EXERCISE DESCRIPTION. Copy out each line below in which the string "Soleil" appears.

--- DATA LISTING Enclosed Below ---

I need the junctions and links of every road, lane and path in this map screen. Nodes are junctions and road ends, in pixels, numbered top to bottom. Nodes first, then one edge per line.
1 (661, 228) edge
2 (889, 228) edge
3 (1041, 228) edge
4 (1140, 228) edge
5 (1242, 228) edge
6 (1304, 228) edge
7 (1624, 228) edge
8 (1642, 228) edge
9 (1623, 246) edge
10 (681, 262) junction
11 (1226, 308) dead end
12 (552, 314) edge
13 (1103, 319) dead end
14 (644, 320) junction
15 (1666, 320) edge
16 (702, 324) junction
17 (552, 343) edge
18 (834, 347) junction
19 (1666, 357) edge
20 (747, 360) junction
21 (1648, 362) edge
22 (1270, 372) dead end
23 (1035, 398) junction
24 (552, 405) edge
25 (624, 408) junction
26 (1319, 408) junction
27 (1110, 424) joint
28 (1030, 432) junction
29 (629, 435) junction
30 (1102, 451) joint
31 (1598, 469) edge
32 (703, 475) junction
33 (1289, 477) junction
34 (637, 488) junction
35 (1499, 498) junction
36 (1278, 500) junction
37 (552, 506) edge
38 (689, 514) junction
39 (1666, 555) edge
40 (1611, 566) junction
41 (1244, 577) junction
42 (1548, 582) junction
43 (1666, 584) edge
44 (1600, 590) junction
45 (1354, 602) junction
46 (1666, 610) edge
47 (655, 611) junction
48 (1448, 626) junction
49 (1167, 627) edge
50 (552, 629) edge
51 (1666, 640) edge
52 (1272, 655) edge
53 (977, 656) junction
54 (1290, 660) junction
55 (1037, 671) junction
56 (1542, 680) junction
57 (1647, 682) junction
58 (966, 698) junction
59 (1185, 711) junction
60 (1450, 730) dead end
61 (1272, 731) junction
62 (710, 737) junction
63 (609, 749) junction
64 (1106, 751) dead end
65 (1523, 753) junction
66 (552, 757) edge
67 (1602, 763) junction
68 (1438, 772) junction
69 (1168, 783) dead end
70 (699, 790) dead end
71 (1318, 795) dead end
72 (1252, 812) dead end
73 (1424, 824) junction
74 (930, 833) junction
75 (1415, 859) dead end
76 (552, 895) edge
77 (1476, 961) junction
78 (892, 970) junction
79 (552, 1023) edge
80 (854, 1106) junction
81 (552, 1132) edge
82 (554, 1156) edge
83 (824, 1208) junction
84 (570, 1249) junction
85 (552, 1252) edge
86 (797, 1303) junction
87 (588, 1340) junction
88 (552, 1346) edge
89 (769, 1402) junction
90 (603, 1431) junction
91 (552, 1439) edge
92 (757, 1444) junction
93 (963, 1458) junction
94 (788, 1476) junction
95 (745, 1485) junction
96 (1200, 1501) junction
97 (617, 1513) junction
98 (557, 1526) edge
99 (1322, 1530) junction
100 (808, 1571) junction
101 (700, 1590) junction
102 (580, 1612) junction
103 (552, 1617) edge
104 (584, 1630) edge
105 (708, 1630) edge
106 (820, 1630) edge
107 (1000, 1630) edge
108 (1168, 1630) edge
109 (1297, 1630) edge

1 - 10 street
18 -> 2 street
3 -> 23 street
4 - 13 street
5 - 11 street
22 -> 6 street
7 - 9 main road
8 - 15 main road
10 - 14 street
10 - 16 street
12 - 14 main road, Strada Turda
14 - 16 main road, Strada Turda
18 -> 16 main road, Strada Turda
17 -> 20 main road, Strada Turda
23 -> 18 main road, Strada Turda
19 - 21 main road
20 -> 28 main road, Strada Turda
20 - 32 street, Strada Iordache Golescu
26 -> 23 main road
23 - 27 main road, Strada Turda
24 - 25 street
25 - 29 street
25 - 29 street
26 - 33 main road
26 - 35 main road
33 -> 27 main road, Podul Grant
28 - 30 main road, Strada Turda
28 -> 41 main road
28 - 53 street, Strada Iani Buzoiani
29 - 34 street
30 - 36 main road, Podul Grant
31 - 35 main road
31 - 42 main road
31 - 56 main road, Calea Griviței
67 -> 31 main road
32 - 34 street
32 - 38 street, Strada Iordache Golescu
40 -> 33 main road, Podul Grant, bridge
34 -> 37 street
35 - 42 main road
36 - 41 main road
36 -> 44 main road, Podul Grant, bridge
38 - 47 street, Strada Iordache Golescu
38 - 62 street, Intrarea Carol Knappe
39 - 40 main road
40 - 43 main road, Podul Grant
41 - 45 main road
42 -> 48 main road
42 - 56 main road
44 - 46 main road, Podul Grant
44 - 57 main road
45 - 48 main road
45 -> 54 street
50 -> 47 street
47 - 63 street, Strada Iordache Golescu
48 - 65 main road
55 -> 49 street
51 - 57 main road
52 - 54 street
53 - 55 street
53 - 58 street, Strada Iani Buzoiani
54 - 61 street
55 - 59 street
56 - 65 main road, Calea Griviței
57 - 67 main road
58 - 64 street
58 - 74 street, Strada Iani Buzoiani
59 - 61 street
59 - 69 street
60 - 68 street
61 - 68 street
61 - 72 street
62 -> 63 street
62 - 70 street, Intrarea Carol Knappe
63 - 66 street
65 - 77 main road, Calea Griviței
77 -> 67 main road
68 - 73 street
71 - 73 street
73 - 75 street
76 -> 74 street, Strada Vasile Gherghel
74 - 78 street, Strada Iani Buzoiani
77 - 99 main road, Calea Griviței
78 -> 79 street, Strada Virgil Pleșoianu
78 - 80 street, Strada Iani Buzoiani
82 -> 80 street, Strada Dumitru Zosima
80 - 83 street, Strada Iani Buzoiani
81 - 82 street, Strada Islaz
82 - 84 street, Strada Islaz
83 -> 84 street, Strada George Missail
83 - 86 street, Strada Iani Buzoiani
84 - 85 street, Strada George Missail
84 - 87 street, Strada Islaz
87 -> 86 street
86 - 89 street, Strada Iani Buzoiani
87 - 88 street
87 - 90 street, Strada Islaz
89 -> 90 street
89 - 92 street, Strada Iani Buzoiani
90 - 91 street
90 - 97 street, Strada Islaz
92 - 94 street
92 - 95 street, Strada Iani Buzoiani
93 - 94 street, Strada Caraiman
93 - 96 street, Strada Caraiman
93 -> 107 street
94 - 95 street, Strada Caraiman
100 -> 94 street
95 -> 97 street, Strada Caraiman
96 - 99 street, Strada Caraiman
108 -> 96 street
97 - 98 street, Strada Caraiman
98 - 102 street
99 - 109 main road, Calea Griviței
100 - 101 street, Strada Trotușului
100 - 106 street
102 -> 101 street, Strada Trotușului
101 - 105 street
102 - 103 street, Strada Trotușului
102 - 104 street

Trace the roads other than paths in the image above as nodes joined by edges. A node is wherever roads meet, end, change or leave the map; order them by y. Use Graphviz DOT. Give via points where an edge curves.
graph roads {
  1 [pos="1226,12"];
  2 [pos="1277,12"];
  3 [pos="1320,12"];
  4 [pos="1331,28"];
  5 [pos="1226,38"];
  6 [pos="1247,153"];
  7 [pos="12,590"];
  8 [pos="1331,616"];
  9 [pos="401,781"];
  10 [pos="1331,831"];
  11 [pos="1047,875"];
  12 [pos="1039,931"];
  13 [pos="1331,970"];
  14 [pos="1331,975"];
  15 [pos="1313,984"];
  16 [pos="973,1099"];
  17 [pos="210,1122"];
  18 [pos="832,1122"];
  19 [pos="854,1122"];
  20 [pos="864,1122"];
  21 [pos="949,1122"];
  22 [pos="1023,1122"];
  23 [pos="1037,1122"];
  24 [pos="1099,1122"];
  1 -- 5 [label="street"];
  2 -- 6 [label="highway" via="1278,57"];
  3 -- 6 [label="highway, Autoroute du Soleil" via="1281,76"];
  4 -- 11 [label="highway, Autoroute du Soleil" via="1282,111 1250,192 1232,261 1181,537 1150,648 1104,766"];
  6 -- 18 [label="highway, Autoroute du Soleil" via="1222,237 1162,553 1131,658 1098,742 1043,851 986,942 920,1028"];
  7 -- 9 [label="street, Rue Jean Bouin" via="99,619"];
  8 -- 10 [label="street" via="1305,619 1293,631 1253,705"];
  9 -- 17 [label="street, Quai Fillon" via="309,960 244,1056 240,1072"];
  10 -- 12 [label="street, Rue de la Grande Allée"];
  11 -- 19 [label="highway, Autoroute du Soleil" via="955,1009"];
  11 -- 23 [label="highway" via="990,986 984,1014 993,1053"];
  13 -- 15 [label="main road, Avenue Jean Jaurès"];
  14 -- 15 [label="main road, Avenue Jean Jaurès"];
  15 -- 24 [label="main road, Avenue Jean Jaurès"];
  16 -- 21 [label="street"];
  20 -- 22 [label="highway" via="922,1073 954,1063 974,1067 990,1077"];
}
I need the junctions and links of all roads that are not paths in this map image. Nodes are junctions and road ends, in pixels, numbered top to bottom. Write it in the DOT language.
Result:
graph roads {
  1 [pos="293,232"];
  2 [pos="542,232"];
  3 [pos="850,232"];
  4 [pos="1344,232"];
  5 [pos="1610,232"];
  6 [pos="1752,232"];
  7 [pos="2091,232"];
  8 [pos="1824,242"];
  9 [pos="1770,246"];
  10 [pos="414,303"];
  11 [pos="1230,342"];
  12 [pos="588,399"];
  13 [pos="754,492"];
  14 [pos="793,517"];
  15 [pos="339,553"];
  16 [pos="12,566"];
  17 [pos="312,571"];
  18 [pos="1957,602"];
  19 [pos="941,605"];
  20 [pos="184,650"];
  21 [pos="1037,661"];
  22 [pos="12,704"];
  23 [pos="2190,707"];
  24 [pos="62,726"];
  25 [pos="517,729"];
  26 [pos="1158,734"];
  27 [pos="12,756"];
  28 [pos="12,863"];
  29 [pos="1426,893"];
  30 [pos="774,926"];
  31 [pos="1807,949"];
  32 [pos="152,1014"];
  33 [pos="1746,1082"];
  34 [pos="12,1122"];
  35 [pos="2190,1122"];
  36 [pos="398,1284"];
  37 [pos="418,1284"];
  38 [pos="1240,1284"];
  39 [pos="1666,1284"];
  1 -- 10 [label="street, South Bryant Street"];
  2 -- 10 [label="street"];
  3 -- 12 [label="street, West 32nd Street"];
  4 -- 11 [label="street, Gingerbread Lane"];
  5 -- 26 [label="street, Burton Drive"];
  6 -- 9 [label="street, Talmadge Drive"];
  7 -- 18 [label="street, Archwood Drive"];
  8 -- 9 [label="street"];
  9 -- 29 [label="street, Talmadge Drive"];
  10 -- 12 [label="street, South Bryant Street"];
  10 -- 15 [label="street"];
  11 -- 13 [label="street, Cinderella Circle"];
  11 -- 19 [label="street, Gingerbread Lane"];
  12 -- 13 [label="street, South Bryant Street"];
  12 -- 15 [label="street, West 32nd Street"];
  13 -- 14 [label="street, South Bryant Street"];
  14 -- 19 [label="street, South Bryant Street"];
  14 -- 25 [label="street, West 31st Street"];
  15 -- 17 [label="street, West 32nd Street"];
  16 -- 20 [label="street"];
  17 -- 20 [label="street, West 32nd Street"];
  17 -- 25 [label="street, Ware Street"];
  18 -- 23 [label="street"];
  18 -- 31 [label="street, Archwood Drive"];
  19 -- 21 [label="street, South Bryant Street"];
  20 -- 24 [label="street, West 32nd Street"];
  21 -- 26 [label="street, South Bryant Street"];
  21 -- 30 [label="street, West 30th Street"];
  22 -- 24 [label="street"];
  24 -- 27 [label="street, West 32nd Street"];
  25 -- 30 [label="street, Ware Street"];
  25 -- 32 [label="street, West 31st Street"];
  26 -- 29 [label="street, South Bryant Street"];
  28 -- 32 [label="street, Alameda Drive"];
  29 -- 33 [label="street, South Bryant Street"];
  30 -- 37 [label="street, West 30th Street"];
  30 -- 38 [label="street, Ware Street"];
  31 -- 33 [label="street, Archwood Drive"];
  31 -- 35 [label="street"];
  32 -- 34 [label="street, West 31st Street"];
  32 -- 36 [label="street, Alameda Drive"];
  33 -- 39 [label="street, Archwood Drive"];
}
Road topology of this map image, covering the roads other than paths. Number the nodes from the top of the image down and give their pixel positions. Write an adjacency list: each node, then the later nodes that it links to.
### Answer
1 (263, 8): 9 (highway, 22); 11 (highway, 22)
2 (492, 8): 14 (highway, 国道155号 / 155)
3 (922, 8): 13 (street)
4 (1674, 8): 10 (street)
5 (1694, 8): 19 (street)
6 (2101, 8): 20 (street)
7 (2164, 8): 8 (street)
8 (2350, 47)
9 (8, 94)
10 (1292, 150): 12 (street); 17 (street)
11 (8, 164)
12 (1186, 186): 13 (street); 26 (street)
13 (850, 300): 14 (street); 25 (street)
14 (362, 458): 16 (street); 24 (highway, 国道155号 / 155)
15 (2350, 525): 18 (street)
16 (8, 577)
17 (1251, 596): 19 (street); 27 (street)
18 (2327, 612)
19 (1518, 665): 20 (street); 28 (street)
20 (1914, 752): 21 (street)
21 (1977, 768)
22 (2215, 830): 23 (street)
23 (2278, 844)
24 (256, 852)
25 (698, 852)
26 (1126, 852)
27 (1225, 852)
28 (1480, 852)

--- End of Enclosed DATA LISTING ---

ANSWER BELOW.
  3 -- 6 [label="highway, Autoroute du Soleil" via="1281,76"];
  4 -- 11 [label="highway, Autoroute du Soleil" via="1282,111 1250,192 1232,261 1181,537 1150,648 1104,766"];
  6 -- 18 [label="highway, Autoroute du Soleil" via="1222,237 1162,553 1131,658 1098,742 1043,851 986,942 920,1028"];
  11 -- 19 [label="highway, Autoroute du Soleil" via="955,1009"];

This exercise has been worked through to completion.